Sulla via di Belgrado facciamo tappa a Mitrovica per incontrare nella parte settentrionale della città il leader degli oltranzisti serbi. Il fiume Ibar separa la parte serba da quella albanese. Sul ponte i soldati delle Nazioni Unite spostano i cavalli di Frisia per farci passare. Milan Ivanovic ribalta sugli Albanesi le accuse di pulizia etnica sottolineando come in Serbia e Montenegro ci siano ancora più di 150.000 profughi di etnia serba fuggiti dal Kosovo cui non è concesso di ritornare in sicurezza nelle proprie abitazioni. Sostiene che nessuna forma di collaborazione è possibile con gli Albanesi in queste condizioni, le due comunità non potranno mai convivere. Al confine i militari serbi controllano scrupolosamente i nostri documenti.
Sei ore di viaggio per percorrere poco più di trecento chilometri sono davvero troppi ma vecchie e nuove barriere rendono difficile il tragitto. A Belgrado assisto ad un seminario fra alcuni euro-parlamentari con deputati dei parlamenti nazionali dei Balcani. L’incontro è dedicato al rapporto fra media e democrazia. Ascolto l’intervento dell’ex-direttore del TG1 Demetrio Volcic. E’ sempre imbarazzante per un italiano dovere affrontare questo argomento: impossibile trovare situazioni peggiori di quella del nostro paese. La sera Volcic mi fa da cicerone lungo il Danubio e per le vie della città ricordando i tempi di quando faceva l’inviato per la RAI. Vedo Belgrado con una luce diversa e apprezzo particolari che mi sarebbero altrimenti sfuggiti.
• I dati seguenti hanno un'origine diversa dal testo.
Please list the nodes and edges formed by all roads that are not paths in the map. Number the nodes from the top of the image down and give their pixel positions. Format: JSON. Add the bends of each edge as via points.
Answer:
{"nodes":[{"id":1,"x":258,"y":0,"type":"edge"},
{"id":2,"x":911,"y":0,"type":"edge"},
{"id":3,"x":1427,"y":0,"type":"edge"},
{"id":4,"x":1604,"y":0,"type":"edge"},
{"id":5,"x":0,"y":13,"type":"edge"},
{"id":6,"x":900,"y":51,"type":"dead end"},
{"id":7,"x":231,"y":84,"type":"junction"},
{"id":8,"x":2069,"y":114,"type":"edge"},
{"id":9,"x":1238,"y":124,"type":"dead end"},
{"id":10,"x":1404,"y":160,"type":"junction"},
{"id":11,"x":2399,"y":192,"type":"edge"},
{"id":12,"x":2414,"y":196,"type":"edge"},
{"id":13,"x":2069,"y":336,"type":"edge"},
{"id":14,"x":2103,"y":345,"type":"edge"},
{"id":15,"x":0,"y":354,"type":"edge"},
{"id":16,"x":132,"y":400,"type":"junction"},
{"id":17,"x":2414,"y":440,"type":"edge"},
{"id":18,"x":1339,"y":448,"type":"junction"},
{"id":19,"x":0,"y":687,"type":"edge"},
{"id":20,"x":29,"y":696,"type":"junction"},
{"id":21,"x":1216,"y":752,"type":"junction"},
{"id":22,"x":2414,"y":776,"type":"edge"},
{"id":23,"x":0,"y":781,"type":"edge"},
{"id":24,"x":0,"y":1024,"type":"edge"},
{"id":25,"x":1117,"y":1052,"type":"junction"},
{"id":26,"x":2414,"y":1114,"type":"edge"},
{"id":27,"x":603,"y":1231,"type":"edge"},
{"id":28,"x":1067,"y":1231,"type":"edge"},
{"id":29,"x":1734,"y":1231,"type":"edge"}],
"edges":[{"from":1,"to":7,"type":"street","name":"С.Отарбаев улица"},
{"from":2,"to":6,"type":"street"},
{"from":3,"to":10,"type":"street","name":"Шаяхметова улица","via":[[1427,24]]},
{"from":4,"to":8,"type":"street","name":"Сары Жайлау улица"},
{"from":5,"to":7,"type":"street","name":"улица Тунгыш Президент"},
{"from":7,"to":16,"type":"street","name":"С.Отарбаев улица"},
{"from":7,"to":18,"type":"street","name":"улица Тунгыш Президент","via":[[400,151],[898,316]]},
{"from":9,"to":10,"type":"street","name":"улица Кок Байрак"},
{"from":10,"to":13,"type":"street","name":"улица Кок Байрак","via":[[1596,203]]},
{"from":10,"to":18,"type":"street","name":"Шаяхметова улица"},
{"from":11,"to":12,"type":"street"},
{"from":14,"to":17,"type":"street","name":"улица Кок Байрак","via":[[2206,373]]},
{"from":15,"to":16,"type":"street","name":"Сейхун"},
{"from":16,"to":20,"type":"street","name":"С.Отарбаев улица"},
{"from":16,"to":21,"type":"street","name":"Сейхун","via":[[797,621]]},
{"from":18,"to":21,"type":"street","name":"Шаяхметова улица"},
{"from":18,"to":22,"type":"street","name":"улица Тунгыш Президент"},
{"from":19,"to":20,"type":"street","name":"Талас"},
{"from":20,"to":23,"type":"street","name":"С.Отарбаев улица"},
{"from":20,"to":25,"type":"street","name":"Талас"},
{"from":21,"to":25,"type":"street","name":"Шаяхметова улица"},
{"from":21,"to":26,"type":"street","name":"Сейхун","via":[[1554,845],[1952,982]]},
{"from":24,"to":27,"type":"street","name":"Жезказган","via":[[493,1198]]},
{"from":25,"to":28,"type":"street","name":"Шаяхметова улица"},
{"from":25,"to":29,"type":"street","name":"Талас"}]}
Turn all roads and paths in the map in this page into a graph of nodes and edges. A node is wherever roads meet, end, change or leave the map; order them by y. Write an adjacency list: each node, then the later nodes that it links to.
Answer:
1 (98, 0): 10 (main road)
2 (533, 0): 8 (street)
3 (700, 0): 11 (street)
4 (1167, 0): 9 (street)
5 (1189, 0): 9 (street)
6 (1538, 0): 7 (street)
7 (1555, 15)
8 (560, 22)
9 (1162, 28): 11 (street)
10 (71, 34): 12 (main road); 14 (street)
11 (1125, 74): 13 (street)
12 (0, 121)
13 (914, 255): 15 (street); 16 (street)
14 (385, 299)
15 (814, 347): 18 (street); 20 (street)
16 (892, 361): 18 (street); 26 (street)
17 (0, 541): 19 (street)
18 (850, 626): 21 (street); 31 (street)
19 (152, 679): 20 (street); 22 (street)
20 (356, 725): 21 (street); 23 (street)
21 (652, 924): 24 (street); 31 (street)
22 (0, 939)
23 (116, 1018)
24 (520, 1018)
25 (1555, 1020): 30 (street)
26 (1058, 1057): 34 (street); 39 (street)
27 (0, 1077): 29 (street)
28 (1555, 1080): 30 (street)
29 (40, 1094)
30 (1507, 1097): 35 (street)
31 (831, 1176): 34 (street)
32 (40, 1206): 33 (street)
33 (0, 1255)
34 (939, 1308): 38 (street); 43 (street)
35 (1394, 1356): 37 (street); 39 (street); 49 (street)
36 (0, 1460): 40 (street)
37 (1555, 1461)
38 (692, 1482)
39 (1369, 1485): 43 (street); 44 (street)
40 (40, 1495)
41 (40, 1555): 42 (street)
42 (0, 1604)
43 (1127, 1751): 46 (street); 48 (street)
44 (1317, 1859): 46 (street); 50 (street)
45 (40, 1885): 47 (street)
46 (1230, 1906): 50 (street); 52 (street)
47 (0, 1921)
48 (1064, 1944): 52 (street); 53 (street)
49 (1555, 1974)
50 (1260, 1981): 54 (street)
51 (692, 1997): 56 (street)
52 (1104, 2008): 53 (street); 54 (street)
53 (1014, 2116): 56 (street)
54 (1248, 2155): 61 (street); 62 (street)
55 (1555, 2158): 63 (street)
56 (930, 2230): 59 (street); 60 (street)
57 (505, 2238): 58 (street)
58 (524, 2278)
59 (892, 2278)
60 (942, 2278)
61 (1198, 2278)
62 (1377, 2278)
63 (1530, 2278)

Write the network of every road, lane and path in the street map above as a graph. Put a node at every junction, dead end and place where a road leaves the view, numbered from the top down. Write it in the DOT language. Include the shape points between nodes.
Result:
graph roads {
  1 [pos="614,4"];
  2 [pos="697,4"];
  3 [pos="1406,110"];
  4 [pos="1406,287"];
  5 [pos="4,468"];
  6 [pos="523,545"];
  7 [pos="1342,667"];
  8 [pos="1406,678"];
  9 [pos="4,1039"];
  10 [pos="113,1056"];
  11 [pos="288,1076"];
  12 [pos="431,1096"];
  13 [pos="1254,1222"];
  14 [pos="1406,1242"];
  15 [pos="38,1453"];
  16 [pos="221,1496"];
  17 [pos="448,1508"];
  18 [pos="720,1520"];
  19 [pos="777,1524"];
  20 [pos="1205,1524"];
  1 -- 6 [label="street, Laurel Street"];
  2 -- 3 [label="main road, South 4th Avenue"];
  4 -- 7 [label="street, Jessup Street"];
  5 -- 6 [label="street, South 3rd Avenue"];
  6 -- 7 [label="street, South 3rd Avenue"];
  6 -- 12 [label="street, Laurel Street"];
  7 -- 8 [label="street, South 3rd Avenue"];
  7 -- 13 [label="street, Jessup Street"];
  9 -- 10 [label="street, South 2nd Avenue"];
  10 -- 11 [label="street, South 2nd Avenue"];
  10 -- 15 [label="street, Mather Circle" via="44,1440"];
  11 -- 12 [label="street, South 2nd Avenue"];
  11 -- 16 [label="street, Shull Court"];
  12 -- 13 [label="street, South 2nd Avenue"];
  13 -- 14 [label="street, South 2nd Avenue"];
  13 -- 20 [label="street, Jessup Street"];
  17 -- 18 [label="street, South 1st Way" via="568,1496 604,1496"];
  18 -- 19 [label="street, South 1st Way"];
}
Il giorno prima del rientro in Italia partecipo all’iniziativa "L’Europa del basso" organizzata dall’Osservatorio sui Balcani e dal Consorzio Italiano di Solidarietà, due organizzazioni non governative del nostro paese che si adoperano per accelerare il passo dell’integrazione europea dei paesi della regione. Ci sono circa duecento persone provenienti da tutto il vecchio continente. Sessanta di queste sono partite in battello da Vienna navigando lungo il Danubio fino a Belgrado facendo tappa in alcune delle città rivierasche per discutere con le comunità locali del futuro dell’Europa. Si respira un’aria positiva di gente convinta di potere impedire ancora l’atto supplementare della tragedia jugoslava. Mi torna in mente la frase che circolava a metà degli anni novanta: la guerra cesserà solo quando il processo di smantellamento della Jugoslavia sarà completato. Ci attendono ancora giorni amari. La faglia si sta movendo, si avvertono già le prime scosse. Nei Balcani ogni certezza vacilla. Anche qui è Europa.